WHAT YOU HAVE TO DO -
Please filter the entries for the word "Larchwood" and copy every line that has it.

○ ○ ○ ○ ○ ○ ○

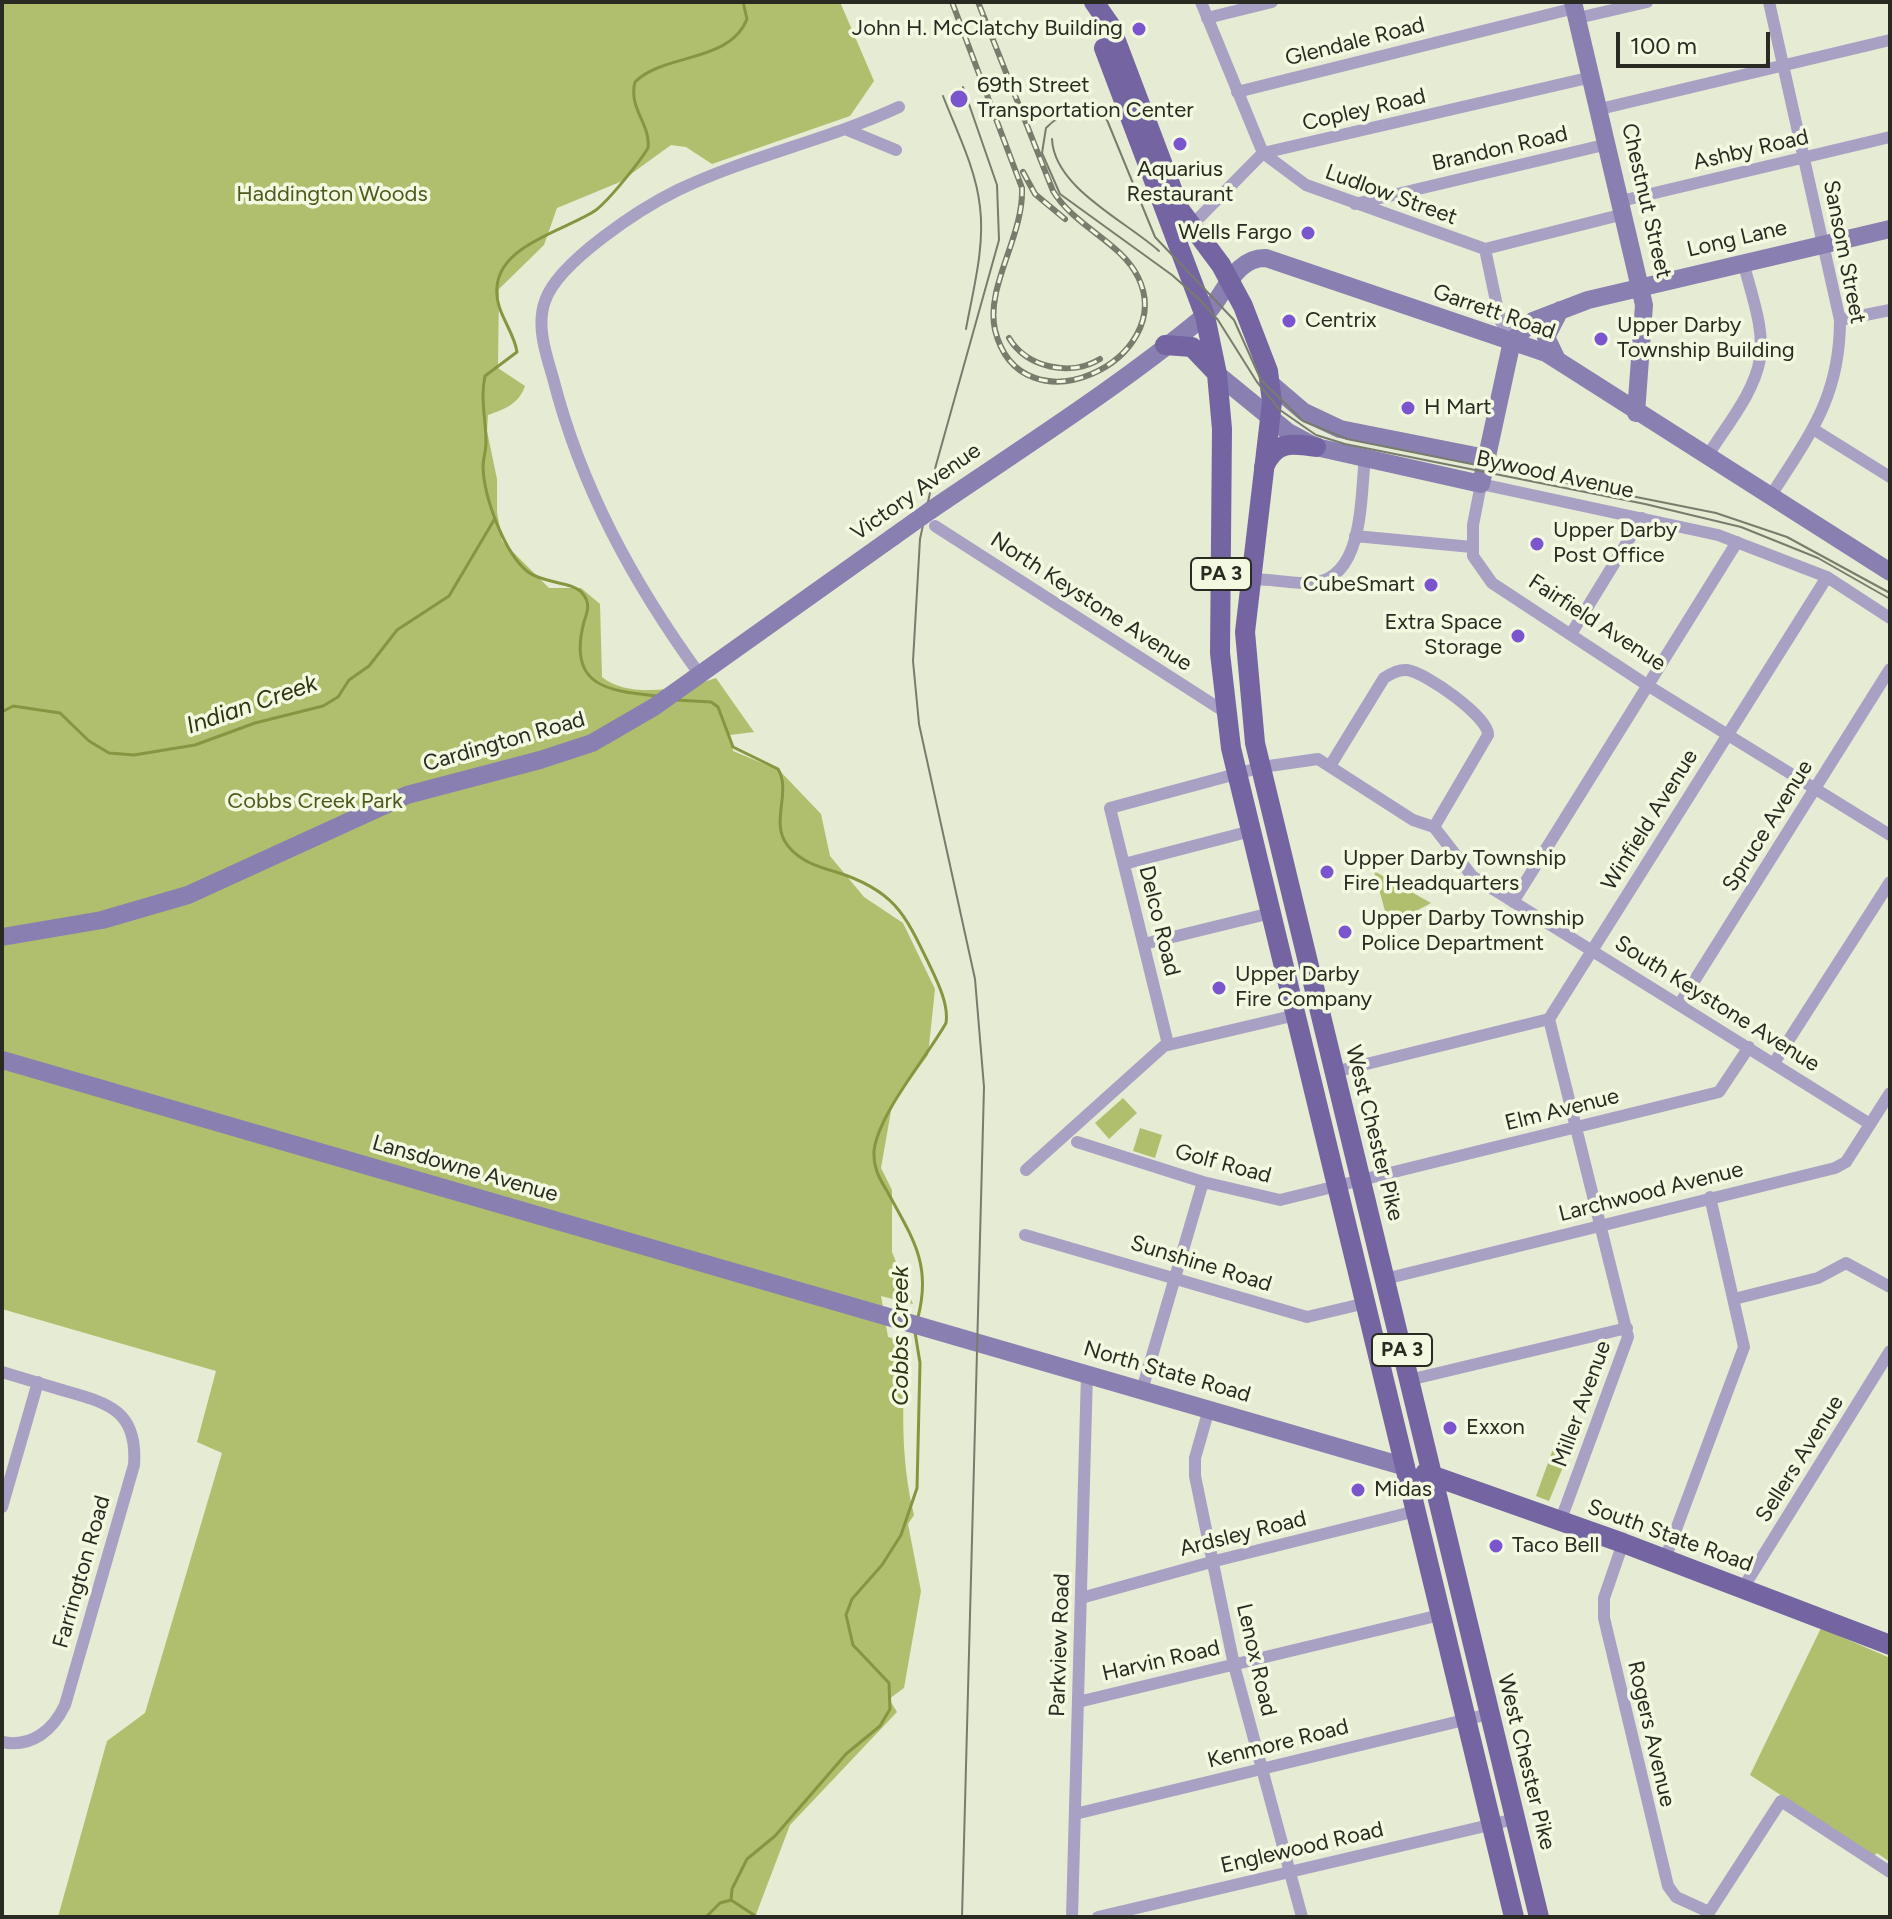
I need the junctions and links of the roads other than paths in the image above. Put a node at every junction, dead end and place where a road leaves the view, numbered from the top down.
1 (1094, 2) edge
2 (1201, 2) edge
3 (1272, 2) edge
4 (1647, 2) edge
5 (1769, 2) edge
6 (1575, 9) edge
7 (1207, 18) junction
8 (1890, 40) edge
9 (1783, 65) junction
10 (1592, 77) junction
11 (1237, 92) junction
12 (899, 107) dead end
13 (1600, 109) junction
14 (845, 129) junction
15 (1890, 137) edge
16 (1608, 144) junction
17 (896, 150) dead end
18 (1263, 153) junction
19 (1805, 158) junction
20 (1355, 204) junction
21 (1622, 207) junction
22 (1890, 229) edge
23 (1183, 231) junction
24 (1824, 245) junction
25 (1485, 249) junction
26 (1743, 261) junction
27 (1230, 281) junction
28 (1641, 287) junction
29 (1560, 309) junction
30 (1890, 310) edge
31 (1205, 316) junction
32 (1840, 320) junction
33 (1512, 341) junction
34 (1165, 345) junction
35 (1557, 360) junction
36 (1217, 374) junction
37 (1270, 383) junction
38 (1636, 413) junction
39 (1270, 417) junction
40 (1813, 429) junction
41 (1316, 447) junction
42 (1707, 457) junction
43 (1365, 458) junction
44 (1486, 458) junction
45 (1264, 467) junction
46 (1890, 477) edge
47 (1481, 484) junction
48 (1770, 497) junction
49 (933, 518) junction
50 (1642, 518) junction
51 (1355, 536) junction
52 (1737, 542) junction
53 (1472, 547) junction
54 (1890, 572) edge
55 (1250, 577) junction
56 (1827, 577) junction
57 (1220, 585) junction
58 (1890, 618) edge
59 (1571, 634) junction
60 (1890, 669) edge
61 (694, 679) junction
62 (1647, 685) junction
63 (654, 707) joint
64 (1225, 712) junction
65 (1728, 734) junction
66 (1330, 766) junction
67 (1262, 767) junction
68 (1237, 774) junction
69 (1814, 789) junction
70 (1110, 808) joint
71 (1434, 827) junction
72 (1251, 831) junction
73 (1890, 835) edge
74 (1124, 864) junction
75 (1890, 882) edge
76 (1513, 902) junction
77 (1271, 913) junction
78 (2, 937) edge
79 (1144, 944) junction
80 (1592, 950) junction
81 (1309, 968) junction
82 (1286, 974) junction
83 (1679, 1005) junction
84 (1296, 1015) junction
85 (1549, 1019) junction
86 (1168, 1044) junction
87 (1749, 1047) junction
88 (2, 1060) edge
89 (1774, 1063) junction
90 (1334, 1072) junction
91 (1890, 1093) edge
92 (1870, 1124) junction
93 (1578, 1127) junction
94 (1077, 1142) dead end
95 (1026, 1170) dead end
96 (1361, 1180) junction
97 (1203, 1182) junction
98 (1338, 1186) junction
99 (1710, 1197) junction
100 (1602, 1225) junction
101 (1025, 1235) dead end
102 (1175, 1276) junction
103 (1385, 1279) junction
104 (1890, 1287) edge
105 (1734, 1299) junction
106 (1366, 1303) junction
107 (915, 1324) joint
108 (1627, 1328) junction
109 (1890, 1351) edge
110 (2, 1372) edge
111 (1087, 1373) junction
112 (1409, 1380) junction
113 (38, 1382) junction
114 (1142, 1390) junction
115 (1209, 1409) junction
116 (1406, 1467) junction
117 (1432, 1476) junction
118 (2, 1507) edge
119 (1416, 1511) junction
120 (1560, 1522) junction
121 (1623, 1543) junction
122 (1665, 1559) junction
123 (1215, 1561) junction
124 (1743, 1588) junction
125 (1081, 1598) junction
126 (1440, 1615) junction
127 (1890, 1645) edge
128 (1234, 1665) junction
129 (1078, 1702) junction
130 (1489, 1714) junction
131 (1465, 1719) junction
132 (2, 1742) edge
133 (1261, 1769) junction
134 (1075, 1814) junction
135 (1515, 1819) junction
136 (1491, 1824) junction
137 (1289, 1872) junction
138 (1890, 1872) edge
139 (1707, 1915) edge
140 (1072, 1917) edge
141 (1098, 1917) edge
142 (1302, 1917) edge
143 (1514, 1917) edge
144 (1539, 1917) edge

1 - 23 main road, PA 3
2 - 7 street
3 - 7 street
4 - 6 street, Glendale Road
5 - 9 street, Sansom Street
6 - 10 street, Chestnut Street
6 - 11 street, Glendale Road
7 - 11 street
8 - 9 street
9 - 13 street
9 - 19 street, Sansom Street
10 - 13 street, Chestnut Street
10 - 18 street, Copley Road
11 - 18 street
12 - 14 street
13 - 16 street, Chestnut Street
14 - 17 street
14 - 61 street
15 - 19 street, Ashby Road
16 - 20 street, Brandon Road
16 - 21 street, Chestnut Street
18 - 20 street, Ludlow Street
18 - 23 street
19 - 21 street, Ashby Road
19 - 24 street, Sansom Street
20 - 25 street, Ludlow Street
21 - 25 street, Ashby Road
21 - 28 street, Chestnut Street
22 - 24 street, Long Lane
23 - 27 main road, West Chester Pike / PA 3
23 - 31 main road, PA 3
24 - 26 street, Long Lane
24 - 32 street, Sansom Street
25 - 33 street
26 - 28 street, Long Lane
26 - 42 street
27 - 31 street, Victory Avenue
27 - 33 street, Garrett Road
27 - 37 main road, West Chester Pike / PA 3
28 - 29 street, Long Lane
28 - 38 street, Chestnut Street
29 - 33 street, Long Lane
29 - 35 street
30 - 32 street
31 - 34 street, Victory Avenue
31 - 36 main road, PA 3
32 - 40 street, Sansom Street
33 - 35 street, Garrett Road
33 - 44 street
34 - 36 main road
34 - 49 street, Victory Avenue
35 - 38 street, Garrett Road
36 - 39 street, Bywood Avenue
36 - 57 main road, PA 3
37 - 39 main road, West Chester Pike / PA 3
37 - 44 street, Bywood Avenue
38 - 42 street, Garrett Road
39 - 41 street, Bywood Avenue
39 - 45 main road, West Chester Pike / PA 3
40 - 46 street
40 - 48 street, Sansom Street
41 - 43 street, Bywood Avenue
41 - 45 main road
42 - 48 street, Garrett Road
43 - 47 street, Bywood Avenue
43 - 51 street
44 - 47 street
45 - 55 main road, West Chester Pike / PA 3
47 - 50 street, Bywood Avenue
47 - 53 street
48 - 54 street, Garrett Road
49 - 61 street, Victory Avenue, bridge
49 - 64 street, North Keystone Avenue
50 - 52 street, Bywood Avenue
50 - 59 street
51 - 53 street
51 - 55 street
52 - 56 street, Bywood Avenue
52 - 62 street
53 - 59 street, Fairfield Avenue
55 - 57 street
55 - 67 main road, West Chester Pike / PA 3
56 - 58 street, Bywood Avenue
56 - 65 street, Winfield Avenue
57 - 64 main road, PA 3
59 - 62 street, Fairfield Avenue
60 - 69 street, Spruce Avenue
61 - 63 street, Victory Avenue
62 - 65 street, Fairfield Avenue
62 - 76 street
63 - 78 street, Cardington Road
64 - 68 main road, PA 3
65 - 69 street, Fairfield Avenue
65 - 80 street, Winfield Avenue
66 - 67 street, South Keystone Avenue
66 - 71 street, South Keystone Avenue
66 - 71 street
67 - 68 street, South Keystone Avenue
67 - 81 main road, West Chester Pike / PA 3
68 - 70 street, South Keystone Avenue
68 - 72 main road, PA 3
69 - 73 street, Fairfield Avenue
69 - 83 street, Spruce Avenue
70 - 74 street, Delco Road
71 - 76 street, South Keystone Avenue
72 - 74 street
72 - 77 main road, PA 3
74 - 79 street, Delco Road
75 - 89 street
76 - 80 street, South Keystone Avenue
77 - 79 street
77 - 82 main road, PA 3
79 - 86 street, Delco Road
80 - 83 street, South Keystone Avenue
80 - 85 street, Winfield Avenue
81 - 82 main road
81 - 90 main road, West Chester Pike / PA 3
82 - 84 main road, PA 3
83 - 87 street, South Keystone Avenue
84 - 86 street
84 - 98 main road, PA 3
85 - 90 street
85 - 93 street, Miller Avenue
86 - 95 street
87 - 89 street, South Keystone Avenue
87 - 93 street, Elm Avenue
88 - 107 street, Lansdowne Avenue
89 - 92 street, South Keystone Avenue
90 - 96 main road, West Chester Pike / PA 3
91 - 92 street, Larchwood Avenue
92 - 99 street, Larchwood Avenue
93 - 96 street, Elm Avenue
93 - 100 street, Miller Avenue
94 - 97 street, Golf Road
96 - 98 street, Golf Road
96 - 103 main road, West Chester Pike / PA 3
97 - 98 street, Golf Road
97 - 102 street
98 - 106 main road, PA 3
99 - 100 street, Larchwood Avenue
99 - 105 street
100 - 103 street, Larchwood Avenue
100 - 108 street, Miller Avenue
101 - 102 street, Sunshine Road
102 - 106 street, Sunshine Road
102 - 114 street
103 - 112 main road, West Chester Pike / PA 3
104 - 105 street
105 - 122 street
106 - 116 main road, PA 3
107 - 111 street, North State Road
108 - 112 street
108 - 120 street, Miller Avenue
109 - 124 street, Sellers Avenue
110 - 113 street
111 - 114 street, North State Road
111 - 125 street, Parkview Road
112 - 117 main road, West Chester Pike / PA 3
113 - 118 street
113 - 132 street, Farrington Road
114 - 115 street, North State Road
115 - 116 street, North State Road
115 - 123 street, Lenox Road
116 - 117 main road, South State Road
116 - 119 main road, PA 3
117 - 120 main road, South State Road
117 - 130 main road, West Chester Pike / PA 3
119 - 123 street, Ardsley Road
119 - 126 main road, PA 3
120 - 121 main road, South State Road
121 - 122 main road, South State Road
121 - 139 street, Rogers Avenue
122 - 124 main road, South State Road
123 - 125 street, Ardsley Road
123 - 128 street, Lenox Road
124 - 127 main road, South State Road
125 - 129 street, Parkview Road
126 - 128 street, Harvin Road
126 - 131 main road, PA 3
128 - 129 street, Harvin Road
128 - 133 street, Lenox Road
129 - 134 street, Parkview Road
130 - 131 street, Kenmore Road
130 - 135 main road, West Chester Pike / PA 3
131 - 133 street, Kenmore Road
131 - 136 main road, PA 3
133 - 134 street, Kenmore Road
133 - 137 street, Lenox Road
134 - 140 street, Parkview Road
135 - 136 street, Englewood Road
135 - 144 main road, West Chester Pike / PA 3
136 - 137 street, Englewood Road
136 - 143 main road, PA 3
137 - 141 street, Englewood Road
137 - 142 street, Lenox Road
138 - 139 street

○ ○ ○ ○ ○ ○ ○

EXERCISE OUTPUT -
91 - 92 street, Larchwood Avenue
92 - 99 street, Larchwood Avenue
99 - 100 street, Larchwood Avenue
100 - 103 street, Larchwood Avenue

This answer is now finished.